Fail2ban archaeology: five traps that quietly piled up dead bans for years
Went into Grafana to see who's hitting the site — found 1,300 self-hits per day. Pulled the thread: a broken action, a regex banning the host header, 1,339 "banned" IPs with no iptables rule. Trust but verify.
I run a small home-lab on hs1: portfolio site, mail server, GitLab, Grafana. Defense by the book — fail2ban with 11 jails. fail2ban-client status showed cheerful numbers: thousands of Total banned, dozens Currently banned. I felt safe.
Until I went to Grafana to look at fresh analytics.
The hook: 1,300 self-hits a day
I'm staring at the gmasich-seo-traffic dashboard — the pageview chart is suspiciously flat. I open Top User-Agents. Top row: curl/8.7.1 with empty referer, hitting from 192.168.10.1. That's my MikroTik gateway IP, i.e. hs1 itself.
Turns out it's cross-monitor.sh — my own script that curls https://gmasich.ru, mail.gmasich.ru, wtf.gmasich.ru every 3 minutes and pings me on Telegram if anything responds non-2xx/3xx. Useful thing. But shows up as 480 hits/day in pageview metrics.

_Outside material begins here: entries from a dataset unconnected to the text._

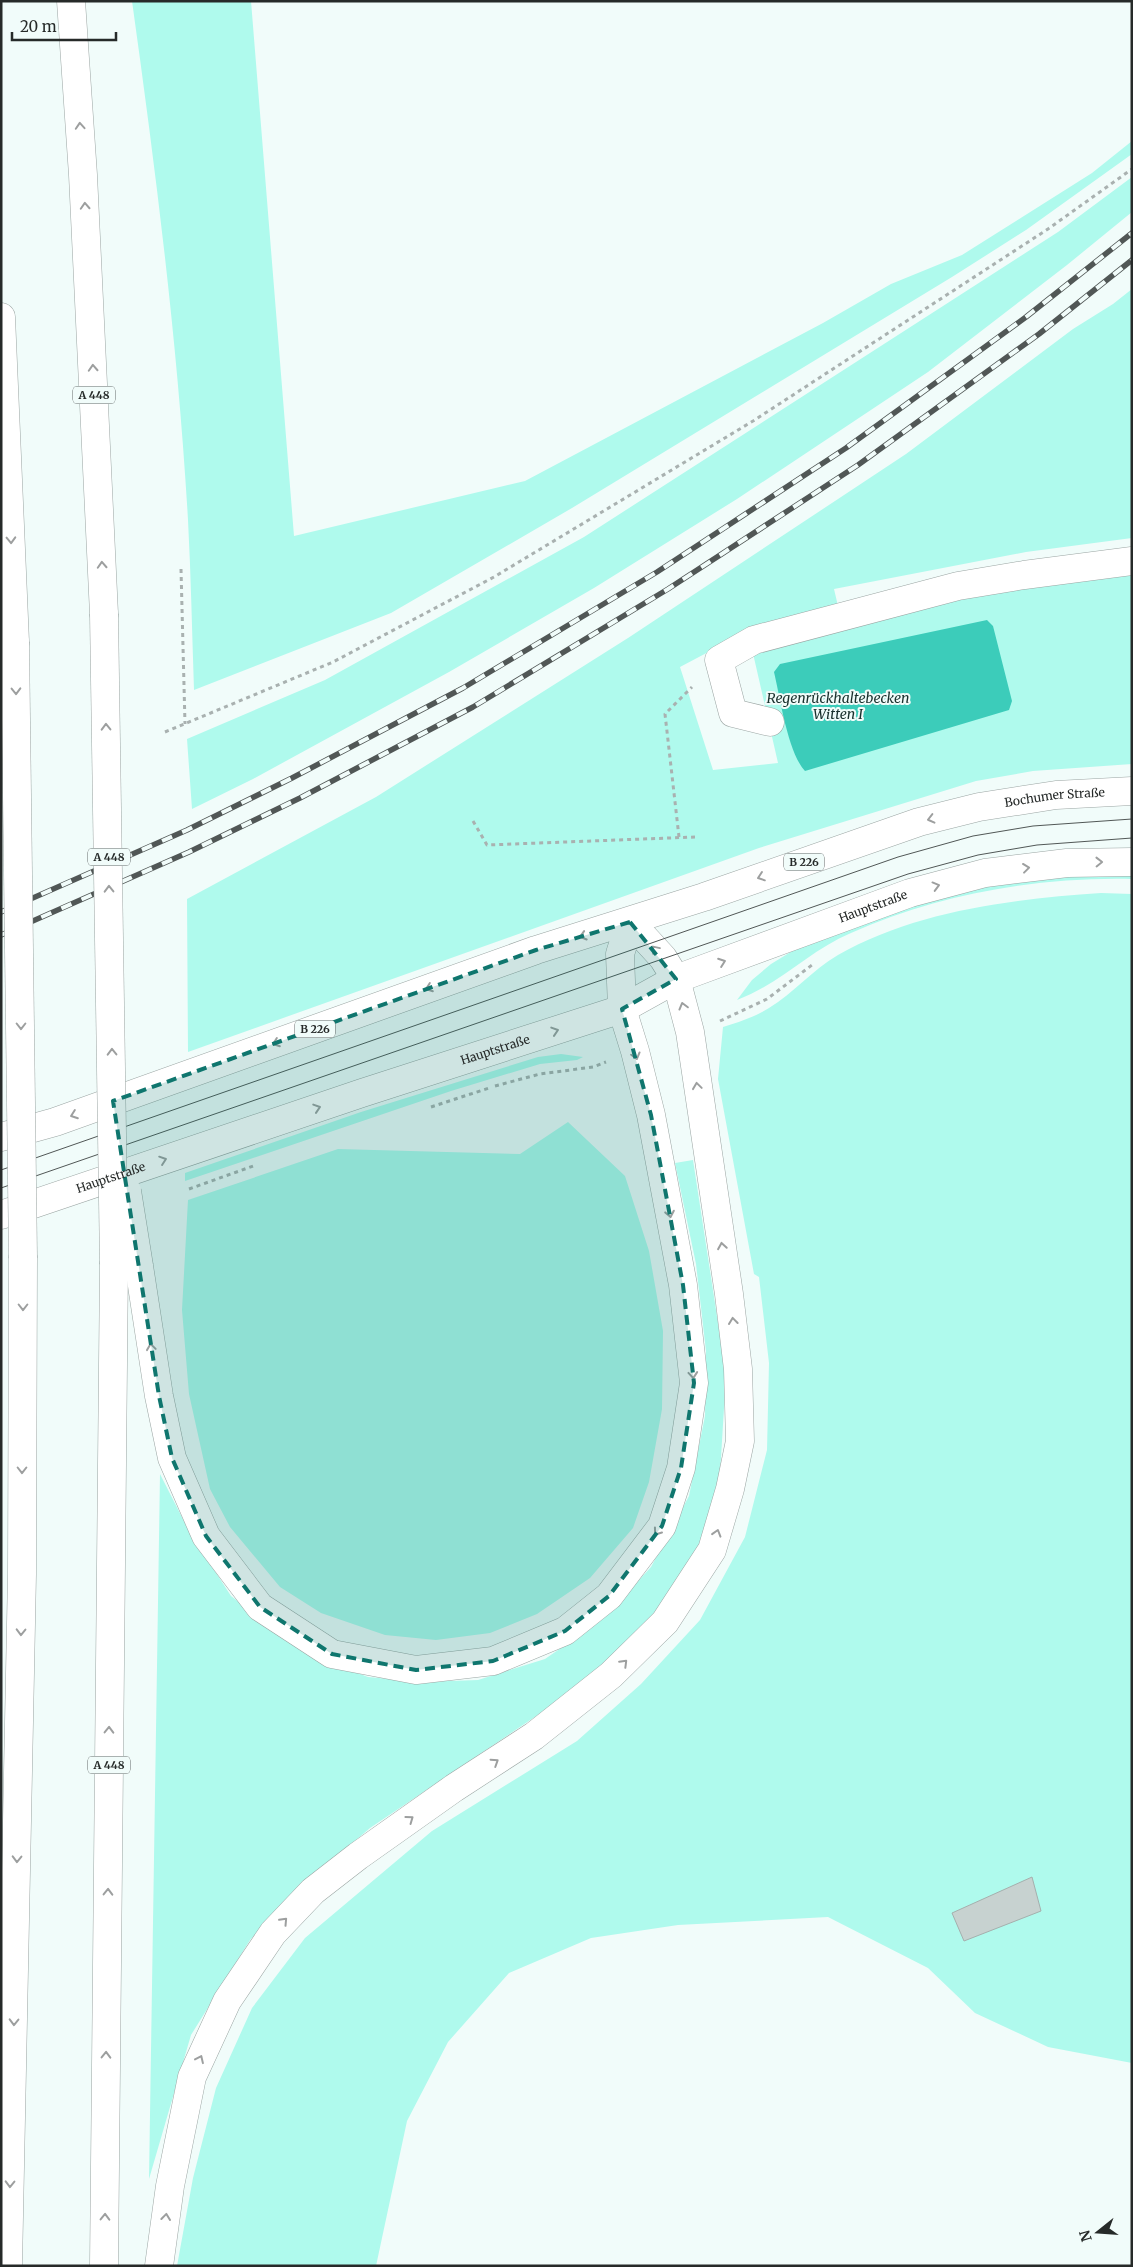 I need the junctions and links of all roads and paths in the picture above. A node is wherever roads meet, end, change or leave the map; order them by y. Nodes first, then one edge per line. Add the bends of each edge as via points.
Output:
1 (71, 1) edge
2 (1132, 169) edge
3 (1, 317) edge
4 (1132, 561) edge
5 (181, 569) dead end
6 (719, 660) junction
7 (770, 722) dead end
8 (185, 724) junction
9 (165, 732) dead end
10 (1132, 792) edge
11 (473, 821) dead end
12 (695, 837) dead end
13 (679, 838) junction
14 (1, 842) edge
15 (1131, 862) edge
16 (630, 922) junction
17 (815, 962) dead end
18 (21, 977) junction
19 (676, 979) junction
20 (622, 1009) junction
21 (690, 1032) junction
22 (635, 1051) junction
23 (428, 1108) dead end
24 (1, 1137) edge
25 (262, 1163) dead end
26 (189, 1189) dead end
27 (1, 1215) edge
28 (127, 1265) junction
29 (8, 2266) edge
30 (104, 2266) edge
31 (159, 2266) edge

28 -> 1 main road, A 448, bridge via 113,1101 104,614 83,175
2 - 8 path via 1048,229 753,422 494,577 333,662
3 -> 18 main road, bridge via 15,642
4 - 6 main road via 958,586 754,640
5 - 8 path
6 - 7 main road via 733,713
6 - 13 path via 665,714
8 - 9 path
10 -> 16 main road, Bochumer Straße / B 226 via 1056,795 979,807 919,822
11 - 13 path via 487,845
12 - 13 path
14 - 18 main road, bridge
19 -> 15 main road, Hauptstraße via 910,893 985,873 1067,863
19 -> 16 main road via 657,950
16 - 20 main road via 620,954
16 -> 24 main road, B 226 via 536,950 54,1122
17 - 21 path via 767,999
18 -> 29 main road, bridge via 22,1584
19 - 20 main road, Hauptstraße
21 -> 19 main road
20 - 22 main road
27 -> 20 main road, Hauptstraße via 333,1102
31 -> 21 main road via 170,2186 192,2077 227,2001 273,1933 312,1892 358,1856 534,1736 611,1675 665,1622 712,1550 740,1441 738,1369
22 - 23 path via 594,1066 540,1074
22 -> 28 main road via 651,1115 683,1285 694,1383 681,1468 662,1526 609,1596 565,1631 493,1661 416,1670 332,1654 260,1607 206,1536 172,1458
25 - 26 path
30 -> 28 main road, A 448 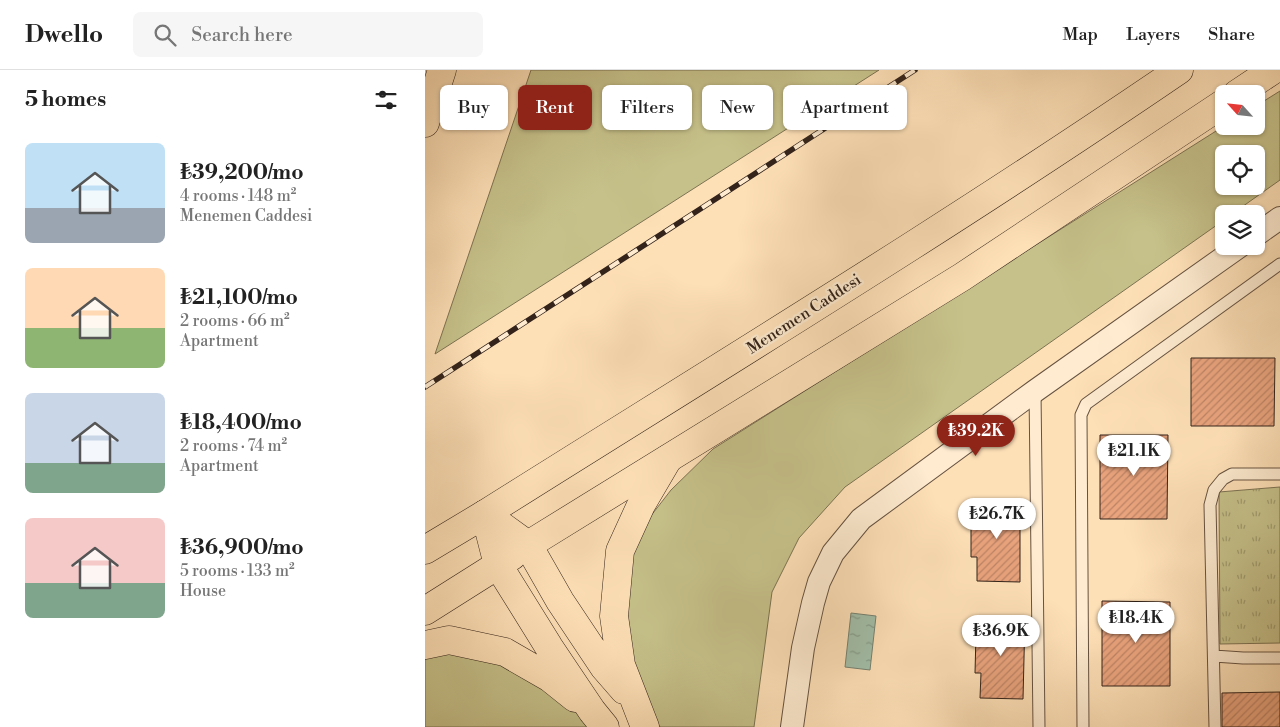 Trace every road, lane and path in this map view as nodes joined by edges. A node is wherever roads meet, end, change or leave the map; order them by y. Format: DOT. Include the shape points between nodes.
graph roads {
  1 [pos="442,70"];
  2 [pos="1179,70"];
  3 [pos="1273,70"];
  4 [pos="1250,85"];
  5 [pos="1215,109"];
  6 [pos="425,123"];
  7 [pos="1280,218"];
  8 [pos="1265,229"];
  9 [pos="1227,255"];
  10 [pos="1280,264"];
  11 [pos="1035,391"];
  12 [pos="668,459"];
  13 [pos="1280,474"];
  14 [pos="485,514"];
  15 [pos="528,545"];
  16 [pos="425,550"];
  17 [pos="498,565"];
  18 [pos="425,611"];
  19 [pos="425,645"];
  20 [pos="1214,656"];
  21 [pos="1280,658"];
  22 [pos="635,702"];
  23 [pos="598,719"];
  24 [pos="645,727"];
  25 [pos="792,727"];
  26 [pos="1039,727"];
  27 [pos="1083,727"];
  28 [pos="1215,727"];
  1 -- 6 [label="main road"];
  2 -- 14 [label="main road, Menemen Caddesi" via="1090,131"];
  3 -- 4 [label="main road"];
  5 -- 12 [label="main road" via="962,277"];
  7 -- 8 [label="street"];
  9 -- 11 [label="street"];
  10 -- 27 [label="lane" via="1086,404 1081,416"];
  11 -- 25 [label="street" via="861,518 833,552 813,603"];
  11 -- 26 [label="lane"];
  12 -- 15 [label="main road"];
  12 -- 22 [label="main road" via="641,505 620,551 614,616 621,665"];
  13 -- 20 [label="lane" via="1232,474 1214,490 1210,504"];
  14 -- 15 [label="main road"];
  14 -- 16 [label="main road, Menemen Caddesi"];
  14 -- 17 [label="main road"];
  15 -- 17 [label="main road"];
  15 -- 22 [label="main road" via="604,667"];
  17 -- 18 [label="main road"];
  17 -- 23 [label="main road"];
  19 -- 23 [label="main road" via="449,640 505,652 550,678"];
  20 -- 21 [label="lane"];
  20 -- 28 [label="lane"];
  22 -- 24 [label="main road"];
} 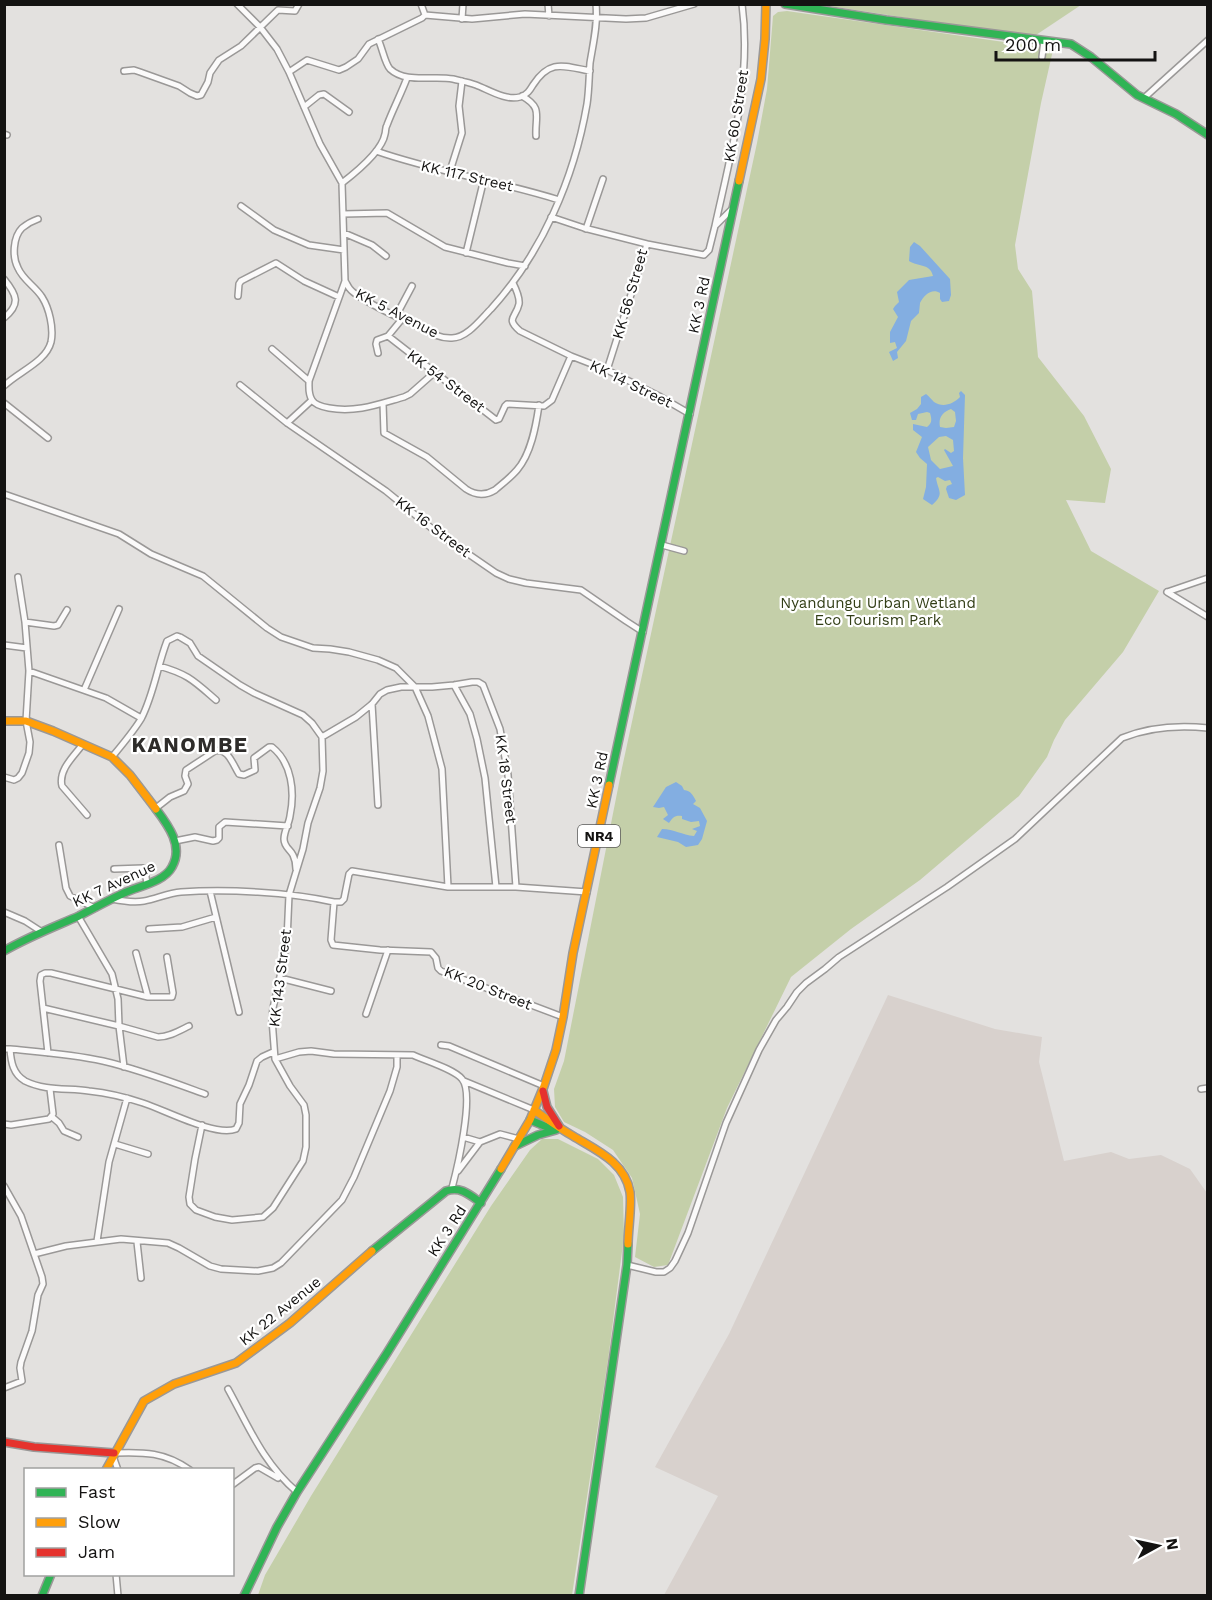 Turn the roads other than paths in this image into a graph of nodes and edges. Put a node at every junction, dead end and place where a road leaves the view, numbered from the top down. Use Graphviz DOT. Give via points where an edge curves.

I'd already added remote_addr != "192.168.10.1" to the dashboard filter. The catch: cross-monitor doesn't live on a single host. I dig into infrastructure/monitoring.md:
Cross-server Monitoring is installed on: hs1, rg1, hs2
Three hosts. And they don't curl through WireGuard — they resolve the DNS name gmasich.ru. So a request from rg1 goes through the public internet → MikroTik → hs1, and the public IP of the originating host lands in access.log, not 192.168.10.1. Sure enough: 203.0.113.3 (rg1) and 203.0.113.2 (hs2) are both there.
OK, I extend the filter regex to cover the entire fleet (plus the WG mesh 10.99.0.0/24 for peers that may go through the tunnel):
| remote_addr !~ "^(10[.]99[.]0[.][0-9]+|192[.]168[.]10[.]1|192[.]168[.]10[.]20|203[.]0[.]113[.]1|203[.]0[.]113[.]2|192[.]168[.]10[.]33|203[.]0[.]113[.]3|203[.]0[.]113[.]10|203[.]0[.]113[.]20)$"
I escape dots as [.] instead of \\. — shorter, and avoids quadruple escaping when sending JSON via the MCP update_dashboard.
Second move: convert all my curl-based scripts to a single User-Agent — homelab-monitor/1.0. Now self-traffic stands out in logs, and this UA dodges the fail2ban filter (you'll see why).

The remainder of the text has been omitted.